Cuando Patras murió sus pupilos continuaron el trabajo y hoy Dumitru Pop, la única persona que todavía hace las cruces, recibe encargos de todo el mundo. La elaboración de cada cruz le lleva dos semanas y cuesta alrededor de 10 millones de leis (unos 260 euros).
«Desde la caída del comunismo en 1989 cada año vienen más turistas. La gente en el pueblo está muy orgullosa de que los forasteros vengan y lean lo que está escrito sobre las tumbas de sus antepasados», dice Pop.
Los autobuses descargan delante del cementerio -declarado Monumento de Herencia Cultural por Rumania- a turistas que pueden adquirir algún que otro recuerdo en los pequeños puestos que se concentran a la entrada del cementerio, algo que a Pop no le hace mucha gracia.
EPITAFIOS MUY SINCEROS
El siguiente objetivo de este artesano de la madera es crear un museo para mostrar las más de 100 viejas cruces que ha ido almacenando a lo largo de los años, la mayoría hechos por Patras. En la tradición ortodoxa, las tumbas a menudo son reutilizadas por parientes y las cruces son sustituidas por otras nuevas.
Según Pop, el elemento más importante de una buena cruz es la honestidad que debe haber mostrado la persona fallecida en vida.
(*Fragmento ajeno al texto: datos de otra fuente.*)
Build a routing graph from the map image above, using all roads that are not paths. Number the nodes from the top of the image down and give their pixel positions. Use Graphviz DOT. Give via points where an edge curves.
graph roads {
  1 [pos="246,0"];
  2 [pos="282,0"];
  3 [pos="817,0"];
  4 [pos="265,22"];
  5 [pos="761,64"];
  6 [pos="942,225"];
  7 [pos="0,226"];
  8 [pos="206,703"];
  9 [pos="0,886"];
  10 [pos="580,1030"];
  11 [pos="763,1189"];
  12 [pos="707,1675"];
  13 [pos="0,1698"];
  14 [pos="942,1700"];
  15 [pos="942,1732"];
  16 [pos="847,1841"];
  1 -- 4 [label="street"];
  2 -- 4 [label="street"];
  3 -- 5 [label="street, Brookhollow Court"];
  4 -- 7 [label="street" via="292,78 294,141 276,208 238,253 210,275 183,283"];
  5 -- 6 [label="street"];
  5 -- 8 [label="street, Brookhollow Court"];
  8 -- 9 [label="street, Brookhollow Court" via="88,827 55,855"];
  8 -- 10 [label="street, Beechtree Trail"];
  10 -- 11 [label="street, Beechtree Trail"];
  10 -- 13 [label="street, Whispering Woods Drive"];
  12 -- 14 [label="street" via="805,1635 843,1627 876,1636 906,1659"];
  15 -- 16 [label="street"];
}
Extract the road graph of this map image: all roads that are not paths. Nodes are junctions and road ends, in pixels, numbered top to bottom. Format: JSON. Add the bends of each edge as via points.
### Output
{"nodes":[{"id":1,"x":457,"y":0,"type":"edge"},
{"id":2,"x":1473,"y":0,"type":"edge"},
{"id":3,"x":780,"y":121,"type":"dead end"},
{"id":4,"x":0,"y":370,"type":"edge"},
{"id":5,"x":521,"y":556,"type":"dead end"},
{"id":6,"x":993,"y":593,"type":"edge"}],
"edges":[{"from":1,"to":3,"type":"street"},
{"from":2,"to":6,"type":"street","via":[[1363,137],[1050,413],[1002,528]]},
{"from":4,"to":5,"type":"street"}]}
«Si veo a alguien beber todo el día, lo pondré en su cruz. Si me equivoco, será la gente del pueblo la que me juzgue, no la persona muerta», afirma.
Algunas cruces son terriblemente sinceras. Muestran a un hombre con un cigarrillo en la boca, sosteniendo una botella del aguardiente local o 'tuica' con la muerte a sus pies en forma de esqueleto negro.
En otra se puede ver como un pastor es asesinado por «un húngaro malo» quien primero disparó a la víctima y luego lo decapitó.
Pero la mayoría de las cruces muestran a los lugareños realizando sus quehaceres diarios o su aficiones, recreando en el 'santo lugar' una estampa colorida de la vida en el pueblo.